• DIRECTIONS: Within the listing below, how many lines contain "BADING"? Only the number is wanted.

• EXTRACTED MATERIAL:

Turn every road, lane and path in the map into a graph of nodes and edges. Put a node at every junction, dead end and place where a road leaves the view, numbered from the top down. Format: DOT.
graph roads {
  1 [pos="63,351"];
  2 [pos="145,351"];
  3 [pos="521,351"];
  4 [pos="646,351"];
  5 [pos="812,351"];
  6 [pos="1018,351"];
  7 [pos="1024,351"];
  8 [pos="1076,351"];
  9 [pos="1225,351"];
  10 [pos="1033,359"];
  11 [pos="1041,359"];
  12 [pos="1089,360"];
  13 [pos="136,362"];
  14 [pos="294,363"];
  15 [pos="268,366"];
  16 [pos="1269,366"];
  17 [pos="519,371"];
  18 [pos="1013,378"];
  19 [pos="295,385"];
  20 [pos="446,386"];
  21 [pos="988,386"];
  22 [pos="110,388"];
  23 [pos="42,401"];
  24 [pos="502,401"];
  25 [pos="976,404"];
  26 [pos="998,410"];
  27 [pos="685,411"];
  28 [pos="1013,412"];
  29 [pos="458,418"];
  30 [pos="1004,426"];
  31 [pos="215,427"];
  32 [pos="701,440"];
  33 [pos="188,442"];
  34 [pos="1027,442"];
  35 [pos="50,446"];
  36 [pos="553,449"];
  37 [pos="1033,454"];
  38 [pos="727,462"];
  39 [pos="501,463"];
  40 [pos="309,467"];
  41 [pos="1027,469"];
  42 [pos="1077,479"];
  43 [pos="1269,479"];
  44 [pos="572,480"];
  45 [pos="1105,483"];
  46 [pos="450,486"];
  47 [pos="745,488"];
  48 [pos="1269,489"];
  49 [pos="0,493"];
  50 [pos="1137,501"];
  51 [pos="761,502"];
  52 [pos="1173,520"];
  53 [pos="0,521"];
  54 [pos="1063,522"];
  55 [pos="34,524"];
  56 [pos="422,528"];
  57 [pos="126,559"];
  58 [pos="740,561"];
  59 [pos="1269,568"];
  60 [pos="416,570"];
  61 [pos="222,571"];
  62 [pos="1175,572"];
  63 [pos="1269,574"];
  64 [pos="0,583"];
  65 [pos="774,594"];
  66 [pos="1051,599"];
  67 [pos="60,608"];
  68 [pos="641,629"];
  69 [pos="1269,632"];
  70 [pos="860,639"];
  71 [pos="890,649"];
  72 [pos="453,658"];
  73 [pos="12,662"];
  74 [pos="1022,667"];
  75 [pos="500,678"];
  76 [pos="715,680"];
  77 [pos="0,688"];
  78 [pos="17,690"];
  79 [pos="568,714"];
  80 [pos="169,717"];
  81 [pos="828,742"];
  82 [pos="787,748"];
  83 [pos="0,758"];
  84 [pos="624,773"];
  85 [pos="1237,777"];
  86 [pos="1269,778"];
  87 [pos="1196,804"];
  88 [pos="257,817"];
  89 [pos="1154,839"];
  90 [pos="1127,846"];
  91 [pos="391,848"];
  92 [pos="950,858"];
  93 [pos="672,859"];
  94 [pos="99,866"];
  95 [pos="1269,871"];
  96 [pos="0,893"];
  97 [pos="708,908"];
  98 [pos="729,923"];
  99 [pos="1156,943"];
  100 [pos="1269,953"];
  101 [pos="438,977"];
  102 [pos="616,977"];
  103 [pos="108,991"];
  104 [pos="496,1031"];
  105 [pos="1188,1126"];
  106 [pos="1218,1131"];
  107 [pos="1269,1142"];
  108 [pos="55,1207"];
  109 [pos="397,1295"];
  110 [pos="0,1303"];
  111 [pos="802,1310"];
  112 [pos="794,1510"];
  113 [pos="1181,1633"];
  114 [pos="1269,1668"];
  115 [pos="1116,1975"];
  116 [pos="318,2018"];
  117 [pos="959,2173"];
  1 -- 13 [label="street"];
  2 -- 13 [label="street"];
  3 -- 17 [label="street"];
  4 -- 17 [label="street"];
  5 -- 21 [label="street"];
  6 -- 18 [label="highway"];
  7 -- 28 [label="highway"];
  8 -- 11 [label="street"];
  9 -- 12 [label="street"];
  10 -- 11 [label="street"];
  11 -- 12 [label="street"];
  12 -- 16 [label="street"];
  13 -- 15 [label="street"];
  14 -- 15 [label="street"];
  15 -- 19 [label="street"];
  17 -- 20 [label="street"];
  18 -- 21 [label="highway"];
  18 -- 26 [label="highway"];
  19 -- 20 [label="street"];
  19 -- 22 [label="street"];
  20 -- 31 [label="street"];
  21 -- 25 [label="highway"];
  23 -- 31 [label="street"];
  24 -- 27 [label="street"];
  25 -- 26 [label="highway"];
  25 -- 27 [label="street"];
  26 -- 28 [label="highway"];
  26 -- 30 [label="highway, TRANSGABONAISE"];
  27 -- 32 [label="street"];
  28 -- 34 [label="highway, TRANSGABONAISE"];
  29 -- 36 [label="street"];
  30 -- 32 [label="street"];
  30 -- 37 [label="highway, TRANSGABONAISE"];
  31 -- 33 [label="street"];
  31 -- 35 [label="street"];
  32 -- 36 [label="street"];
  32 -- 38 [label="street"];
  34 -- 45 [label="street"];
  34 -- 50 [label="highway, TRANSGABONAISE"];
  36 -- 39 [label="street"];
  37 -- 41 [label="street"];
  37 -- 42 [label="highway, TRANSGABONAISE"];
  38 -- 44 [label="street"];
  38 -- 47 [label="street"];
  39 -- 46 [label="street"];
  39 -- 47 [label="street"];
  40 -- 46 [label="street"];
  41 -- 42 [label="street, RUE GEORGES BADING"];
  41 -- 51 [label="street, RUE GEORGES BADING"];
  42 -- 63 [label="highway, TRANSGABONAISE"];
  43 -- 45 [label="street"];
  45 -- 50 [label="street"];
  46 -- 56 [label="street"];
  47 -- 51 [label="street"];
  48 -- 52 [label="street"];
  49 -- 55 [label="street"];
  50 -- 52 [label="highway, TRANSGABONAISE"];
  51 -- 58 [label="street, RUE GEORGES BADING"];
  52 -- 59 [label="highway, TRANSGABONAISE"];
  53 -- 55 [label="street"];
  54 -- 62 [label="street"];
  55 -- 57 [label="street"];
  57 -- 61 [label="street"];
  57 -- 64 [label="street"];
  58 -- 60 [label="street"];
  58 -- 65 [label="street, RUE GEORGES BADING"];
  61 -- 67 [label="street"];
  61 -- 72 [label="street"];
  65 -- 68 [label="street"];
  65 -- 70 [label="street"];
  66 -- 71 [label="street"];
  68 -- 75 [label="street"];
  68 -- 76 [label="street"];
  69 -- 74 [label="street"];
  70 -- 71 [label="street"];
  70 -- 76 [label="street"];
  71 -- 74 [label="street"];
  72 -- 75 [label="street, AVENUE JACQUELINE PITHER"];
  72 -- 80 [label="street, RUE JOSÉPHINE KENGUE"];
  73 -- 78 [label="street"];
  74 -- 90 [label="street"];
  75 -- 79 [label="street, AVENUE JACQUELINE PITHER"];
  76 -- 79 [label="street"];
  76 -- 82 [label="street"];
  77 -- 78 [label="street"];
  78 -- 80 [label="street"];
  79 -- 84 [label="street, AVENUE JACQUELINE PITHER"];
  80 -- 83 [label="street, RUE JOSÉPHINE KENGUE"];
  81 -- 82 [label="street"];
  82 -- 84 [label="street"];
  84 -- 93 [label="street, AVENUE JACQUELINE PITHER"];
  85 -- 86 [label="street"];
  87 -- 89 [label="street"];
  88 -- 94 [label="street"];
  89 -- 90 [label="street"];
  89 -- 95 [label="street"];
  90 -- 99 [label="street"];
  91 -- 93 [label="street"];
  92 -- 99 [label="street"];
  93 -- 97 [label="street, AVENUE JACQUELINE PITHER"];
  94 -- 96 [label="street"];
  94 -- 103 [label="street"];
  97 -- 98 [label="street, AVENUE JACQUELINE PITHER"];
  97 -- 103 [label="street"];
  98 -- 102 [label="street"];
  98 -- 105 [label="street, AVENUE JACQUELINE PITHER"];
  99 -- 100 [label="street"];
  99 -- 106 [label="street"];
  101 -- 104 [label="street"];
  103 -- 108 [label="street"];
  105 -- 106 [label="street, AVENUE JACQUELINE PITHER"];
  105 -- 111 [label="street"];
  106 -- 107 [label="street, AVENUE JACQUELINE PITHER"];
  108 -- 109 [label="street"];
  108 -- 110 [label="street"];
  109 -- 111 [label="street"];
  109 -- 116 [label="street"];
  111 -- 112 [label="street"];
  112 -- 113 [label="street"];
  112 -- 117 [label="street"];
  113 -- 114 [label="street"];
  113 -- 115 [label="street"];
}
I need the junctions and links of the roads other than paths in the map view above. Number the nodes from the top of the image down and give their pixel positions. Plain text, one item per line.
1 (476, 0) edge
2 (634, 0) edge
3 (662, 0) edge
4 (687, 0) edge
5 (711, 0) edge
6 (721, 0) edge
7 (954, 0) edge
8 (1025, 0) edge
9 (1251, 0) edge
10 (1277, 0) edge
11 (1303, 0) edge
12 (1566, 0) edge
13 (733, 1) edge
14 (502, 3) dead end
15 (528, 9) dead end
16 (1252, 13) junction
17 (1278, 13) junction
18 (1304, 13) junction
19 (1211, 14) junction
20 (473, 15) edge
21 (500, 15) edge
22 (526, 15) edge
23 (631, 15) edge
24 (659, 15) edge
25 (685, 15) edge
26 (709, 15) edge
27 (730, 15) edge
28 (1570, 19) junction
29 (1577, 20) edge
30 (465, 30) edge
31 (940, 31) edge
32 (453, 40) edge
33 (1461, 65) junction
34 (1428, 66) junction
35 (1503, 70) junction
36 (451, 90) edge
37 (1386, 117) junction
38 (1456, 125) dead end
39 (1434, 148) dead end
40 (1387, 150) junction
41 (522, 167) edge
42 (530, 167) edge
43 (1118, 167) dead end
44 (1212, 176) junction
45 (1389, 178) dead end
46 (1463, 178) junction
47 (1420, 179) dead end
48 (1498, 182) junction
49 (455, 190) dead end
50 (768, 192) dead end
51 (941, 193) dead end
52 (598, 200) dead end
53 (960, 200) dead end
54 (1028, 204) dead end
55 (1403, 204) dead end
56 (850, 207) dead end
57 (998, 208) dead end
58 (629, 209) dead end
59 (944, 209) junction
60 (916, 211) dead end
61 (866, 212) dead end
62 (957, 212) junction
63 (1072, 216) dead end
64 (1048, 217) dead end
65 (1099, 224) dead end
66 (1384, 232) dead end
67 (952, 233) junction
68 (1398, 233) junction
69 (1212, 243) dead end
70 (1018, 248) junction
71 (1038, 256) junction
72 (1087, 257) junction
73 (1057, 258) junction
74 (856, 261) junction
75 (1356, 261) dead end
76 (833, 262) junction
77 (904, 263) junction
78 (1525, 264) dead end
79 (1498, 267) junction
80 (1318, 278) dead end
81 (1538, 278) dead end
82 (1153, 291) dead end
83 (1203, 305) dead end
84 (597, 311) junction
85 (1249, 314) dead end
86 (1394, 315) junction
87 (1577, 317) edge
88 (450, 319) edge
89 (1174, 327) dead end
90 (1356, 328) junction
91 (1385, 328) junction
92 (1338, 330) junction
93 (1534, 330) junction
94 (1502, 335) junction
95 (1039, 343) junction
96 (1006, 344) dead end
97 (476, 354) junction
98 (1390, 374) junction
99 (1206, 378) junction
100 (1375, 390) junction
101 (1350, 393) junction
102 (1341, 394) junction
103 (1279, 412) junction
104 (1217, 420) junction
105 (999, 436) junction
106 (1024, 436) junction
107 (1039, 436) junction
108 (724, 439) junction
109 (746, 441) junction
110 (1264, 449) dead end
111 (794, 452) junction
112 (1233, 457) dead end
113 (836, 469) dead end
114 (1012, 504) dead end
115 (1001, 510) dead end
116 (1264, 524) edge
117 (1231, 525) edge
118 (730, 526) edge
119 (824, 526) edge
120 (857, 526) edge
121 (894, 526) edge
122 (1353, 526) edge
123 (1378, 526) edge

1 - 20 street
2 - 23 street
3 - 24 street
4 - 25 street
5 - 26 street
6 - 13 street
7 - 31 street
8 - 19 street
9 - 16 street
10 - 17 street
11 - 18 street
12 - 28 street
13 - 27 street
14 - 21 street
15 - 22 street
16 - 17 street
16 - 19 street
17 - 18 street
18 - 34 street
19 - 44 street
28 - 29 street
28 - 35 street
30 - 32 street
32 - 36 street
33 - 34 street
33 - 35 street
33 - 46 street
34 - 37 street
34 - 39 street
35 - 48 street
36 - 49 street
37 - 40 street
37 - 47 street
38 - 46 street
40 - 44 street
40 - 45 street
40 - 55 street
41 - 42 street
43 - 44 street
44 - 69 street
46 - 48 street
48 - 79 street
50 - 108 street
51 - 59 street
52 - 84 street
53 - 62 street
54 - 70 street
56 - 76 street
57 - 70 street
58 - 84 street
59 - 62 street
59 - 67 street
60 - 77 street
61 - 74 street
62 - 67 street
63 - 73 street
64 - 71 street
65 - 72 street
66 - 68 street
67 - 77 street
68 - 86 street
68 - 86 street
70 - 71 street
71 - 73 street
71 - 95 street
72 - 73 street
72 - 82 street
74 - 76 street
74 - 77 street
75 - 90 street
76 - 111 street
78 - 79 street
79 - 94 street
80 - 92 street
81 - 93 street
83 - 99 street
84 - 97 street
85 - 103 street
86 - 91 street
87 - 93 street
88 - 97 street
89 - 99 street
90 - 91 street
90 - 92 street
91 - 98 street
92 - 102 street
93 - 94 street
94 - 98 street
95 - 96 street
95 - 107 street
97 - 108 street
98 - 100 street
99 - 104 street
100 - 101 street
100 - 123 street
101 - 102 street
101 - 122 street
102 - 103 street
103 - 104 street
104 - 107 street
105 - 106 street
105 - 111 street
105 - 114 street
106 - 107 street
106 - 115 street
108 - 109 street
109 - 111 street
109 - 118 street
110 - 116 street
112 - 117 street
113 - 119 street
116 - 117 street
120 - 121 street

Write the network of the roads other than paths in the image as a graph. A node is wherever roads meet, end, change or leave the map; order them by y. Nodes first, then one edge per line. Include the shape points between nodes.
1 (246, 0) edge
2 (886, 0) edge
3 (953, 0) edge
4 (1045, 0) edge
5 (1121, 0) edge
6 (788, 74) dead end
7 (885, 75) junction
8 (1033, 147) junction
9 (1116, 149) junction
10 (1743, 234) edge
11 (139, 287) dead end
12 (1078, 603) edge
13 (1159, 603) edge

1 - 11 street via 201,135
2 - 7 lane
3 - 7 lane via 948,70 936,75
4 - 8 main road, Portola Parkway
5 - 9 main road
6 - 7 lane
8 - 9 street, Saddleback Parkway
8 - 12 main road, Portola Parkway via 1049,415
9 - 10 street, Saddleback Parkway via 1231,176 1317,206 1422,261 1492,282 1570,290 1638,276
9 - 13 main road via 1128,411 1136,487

• EXERCISE SOLUTION: 4